High Volumetric Energy Density Asymmetric Supercapacitors Based on Well-Balanced Graphene and Graphene-MnO2 Electrodes with Densely Stacked Architectures

摘要

The well-matched electrochemical parameters of positive and negative electrodes, such as specific capacitance, rate performance, and cycling stability, are important for obtaining high-performance asymmetric supercapacitors. Herein, a facile and cost-effective strategy is demonstrated for the fabrication of 3D densely stacked graphene (DSG) and graphene-MnO2 (G-MnO2) architectures as the electrode materials for asymmetric supercapacitors (ASCs) by using MnO2-intercalated graphite oxide (GO-MnO2) as the precursor. DSG has a stacked graphene structure with continuous ion transport network in-between the sheets, resulting in a high volumetric capacitance of 366 F cm(-3), almost 2.5 times than that of reduced graphene oxide, as well as long cycle life (93% capacitance retention after 10 000 cycles).
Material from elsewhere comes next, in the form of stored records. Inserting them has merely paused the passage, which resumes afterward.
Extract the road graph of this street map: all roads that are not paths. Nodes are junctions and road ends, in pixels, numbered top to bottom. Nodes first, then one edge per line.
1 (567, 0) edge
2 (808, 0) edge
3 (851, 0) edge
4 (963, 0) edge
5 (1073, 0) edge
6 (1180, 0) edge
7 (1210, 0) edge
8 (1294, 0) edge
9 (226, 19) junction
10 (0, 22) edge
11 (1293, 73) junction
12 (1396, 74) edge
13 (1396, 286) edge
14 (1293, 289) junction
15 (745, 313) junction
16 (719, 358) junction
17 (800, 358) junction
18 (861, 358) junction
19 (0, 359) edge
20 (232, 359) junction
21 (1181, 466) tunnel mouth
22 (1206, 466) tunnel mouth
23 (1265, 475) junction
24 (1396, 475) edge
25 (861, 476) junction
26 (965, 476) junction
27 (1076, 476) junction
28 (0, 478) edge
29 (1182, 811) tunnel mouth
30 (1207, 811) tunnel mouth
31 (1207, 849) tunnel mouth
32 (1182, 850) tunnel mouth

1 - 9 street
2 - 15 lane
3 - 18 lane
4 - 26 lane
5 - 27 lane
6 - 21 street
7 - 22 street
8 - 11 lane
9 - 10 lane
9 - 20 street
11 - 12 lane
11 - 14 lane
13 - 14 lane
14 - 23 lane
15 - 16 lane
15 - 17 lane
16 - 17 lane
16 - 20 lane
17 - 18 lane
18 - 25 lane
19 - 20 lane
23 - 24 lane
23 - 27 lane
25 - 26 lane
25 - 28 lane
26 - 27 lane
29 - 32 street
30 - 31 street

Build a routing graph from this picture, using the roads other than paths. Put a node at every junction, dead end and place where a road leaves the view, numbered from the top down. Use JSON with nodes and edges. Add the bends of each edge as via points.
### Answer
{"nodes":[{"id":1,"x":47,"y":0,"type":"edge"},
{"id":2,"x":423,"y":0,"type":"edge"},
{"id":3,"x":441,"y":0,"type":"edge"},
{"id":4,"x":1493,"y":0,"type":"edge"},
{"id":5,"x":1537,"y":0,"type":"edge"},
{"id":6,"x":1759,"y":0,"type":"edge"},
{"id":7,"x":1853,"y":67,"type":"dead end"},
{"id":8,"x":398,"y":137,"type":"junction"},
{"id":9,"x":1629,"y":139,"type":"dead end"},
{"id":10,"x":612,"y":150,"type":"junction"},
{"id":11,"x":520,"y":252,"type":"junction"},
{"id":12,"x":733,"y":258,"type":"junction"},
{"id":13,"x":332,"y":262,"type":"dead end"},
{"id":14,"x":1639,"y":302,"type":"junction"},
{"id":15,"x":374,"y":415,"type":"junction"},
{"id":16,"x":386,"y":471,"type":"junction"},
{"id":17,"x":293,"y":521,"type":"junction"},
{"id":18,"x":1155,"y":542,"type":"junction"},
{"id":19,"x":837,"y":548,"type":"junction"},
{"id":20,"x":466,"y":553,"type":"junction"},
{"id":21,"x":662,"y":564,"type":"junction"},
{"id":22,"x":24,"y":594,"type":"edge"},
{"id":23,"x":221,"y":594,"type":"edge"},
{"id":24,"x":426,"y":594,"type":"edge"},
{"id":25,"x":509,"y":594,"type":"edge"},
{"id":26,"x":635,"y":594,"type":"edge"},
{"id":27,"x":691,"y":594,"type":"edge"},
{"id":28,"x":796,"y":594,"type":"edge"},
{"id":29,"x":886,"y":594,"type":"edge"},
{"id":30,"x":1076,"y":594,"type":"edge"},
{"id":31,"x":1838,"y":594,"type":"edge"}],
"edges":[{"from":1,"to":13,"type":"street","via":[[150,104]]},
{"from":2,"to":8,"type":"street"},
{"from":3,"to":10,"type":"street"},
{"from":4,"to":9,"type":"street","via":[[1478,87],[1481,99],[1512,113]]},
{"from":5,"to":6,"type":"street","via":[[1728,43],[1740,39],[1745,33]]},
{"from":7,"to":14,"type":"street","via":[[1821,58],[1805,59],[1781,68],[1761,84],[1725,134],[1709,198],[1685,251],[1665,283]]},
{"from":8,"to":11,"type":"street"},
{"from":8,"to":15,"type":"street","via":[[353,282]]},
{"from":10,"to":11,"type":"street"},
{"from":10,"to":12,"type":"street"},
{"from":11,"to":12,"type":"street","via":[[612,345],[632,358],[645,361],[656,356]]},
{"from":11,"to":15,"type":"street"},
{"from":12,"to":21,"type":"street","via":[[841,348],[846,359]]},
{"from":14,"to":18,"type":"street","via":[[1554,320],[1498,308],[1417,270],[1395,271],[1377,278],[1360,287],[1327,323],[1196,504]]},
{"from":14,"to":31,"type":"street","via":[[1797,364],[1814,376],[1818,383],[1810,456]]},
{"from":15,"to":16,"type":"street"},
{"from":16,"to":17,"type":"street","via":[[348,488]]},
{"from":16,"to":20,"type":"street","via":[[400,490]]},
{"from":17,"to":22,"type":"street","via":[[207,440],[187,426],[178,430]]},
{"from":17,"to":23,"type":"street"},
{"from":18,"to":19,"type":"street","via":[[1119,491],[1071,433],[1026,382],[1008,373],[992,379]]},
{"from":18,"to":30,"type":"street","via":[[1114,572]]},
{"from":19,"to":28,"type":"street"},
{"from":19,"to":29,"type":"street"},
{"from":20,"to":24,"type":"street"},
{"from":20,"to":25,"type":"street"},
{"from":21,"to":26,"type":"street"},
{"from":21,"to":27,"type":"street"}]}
More importantly, almost similar electrochemical properties, such as specific capacitance, rate performance, and cycling stability, are obtained for DSG as the negative electrode and G-MnO2 as the positive electrode. As a result, the assembled ASC delivers both ultrahigh gravimetric and volumetric energy densities of 62.4 Wh kg(-1) and 54.4 Wh L-1 (based on total volume of two electrodes) in 1 m Na2SO4 aqueous electrolyte, respectively, much higher than most of previously reported ASCs in aqueous electrolytes.